:: Assigned task ::
Check every line of the entries that follow, and copy the ones containing "الجهاد".

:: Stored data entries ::
○ ○ ○ ○ ○ ○ ○

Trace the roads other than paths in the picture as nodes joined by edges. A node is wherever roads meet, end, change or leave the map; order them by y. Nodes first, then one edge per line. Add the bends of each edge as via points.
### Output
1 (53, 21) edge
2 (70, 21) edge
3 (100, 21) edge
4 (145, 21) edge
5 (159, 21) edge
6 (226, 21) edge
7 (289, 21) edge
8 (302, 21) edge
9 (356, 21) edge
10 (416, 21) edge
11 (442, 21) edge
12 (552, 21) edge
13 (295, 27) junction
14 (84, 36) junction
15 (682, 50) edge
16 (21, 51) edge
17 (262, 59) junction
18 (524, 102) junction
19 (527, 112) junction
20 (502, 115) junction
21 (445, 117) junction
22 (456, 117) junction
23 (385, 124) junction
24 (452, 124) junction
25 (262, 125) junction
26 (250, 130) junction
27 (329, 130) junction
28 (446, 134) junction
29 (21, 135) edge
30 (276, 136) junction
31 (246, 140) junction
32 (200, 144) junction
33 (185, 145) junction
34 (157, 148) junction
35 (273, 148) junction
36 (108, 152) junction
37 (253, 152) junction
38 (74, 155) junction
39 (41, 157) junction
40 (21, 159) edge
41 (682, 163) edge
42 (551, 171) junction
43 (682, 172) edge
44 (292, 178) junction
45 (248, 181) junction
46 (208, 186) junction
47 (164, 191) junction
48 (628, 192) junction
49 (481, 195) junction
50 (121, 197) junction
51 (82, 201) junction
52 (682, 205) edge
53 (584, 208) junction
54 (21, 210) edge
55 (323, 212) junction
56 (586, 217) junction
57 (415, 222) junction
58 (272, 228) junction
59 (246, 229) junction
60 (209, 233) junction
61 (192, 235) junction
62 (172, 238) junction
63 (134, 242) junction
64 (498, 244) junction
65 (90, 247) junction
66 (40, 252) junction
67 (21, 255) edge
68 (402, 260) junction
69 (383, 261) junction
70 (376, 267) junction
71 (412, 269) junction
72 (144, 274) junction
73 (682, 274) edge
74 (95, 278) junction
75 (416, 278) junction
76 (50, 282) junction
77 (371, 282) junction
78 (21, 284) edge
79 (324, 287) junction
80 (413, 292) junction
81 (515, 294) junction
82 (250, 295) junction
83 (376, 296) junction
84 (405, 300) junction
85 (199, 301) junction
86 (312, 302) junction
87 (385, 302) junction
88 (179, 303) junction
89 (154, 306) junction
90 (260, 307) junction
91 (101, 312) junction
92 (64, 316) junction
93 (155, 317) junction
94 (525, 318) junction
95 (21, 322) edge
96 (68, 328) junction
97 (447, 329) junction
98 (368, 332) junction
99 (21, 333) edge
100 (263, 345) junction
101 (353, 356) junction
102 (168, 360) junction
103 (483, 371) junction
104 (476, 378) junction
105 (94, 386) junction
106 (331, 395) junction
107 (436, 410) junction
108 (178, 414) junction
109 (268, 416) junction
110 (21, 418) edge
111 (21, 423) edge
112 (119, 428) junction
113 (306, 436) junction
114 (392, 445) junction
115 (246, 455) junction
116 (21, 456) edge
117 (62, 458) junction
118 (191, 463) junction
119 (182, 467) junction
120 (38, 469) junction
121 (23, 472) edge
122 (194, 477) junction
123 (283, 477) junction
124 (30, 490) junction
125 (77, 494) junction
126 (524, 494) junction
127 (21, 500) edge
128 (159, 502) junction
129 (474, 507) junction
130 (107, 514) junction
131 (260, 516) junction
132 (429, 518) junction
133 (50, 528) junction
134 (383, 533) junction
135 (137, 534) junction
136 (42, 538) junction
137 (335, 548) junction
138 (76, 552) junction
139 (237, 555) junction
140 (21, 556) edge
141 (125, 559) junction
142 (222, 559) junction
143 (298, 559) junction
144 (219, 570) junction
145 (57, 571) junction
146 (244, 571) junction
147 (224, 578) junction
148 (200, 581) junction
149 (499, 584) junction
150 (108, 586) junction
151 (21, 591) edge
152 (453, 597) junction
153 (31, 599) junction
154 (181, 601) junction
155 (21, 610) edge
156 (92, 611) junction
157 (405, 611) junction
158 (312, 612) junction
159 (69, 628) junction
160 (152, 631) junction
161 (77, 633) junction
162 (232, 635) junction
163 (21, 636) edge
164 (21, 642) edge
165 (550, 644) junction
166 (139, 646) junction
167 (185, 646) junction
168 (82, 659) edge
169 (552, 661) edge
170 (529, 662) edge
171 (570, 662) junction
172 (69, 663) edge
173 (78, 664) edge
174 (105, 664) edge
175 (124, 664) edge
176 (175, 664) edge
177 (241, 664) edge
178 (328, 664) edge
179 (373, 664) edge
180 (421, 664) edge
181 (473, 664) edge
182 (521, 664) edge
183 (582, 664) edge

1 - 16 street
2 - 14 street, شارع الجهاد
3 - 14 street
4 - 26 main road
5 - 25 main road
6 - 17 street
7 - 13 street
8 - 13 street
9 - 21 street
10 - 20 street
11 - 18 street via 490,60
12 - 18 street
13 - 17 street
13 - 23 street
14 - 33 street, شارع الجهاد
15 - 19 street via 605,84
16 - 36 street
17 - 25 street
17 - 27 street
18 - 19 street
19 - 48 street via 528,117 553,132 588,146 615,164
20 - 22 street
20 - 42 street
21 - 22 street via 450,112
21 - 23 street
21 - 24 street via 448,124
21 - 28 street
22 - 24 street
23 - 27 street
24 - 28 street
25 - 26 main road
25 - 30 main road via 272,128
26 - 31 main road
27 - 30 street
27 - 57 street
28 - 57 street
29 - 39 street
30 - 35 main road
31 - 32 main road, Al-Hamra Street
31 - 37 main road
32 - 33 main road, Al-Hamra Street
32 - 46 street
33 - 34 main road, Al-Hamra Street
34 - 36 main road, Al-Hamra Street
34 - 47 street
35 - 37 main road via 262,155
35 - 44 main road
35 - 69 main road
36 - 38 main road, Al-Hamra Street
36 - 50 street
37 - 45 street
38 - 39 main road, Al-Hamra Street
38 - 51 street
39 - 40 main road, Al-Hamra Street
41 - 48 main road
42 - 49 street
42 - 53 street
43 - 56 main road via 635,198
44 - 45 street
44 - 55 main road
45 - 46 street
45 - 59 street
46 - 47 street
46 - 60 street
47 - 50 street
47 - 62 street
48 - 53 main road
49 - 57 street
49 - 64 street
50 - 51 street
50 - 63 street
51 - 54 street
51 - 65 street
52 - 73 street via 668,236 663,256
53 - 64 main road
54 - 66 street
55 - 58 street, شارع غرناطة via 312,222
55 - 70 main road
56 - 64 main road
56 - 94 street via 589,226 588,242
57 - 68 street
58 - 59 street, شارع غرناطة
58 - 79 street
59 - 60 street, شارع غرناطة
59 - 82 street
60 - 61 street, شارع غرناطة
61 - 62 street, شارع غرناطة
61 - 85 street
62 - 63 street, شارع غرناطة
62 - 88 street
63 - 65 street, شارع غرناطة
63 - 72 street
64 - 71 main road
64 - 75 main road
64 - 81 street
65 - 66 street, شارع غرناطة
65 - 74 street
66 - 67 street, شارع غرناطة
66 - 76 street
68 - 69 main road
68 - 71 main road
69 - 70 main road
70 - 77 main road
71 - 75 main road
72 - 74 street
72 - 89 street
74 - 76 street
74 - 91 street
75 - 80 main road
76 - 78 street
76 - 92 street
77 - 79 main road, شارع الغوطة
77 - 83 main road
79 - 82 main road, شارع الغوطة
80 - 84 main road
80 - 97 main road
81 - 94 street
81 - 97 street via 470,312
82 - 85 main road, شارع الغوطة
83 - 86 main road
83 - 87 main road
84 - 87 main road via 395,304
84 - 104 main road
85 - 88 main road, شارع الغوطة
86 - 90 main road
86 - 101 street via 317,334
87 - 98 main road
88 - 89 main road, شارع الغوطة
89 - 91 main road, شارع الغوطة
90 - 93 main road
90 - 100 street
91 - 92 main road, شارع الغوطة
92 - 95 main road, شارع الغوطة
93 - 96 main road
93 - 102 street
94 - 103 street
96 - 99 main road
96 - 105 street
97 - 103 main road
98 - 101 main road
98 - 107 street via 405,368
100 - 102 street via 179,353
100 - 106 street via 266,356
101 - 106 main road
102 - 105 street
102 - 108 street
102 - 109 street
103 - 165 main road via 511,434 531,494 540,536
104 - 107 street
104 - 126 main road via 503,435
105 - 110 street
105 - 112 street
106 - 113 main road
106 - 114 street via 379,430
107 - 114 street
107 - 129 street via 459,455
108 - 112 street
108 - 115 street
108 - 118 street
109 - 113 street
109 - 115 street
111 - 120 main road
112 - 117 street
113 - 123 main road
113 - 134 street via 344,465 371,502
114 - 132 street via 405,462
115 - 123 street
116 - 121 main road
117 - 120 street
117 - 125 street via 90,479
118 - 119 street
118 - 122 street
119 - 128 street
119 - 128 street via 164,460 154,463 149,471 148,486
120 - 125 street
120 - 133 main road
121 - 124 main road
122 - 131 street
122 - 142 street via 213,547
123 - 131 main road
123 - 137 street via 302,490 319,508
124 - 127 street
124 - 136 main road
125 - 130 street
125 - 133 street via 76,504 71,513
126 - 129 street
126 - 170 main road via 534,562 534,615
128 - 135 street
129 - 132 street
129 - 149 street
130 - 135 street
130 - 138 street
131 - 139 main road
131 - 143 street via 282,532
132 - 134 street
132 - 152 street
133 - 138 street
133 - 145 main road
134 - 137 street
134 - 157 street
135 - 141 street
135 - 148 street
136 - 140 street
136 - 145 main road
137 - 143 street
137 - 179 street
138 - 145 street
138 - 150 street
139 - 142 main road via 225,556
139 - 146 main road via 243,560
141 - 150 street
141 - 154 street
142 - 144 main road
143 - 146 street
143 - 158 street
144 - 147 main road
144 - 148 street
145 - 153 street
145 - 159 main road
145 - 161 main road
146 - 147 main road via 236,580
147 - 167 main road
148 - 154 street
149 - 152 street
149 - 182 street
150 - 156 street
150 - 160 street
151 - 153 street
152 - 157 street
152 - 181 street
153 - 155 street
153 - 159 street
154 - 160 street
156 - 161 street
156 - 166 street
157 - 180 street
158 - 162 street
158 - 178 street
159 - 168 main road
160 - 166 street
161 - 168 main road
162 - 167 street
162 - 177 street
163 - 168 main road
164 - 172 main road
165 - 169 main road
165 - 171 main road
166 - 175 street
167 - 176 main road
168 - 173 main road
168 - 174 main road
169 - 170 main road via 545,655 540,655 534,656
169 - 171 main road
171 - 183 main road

○ ○ ○ ○ ○ ○ ○

:: Your response ::
2 - 14 street, شارع الجهاد
14 - 33 street, شارع الجهاد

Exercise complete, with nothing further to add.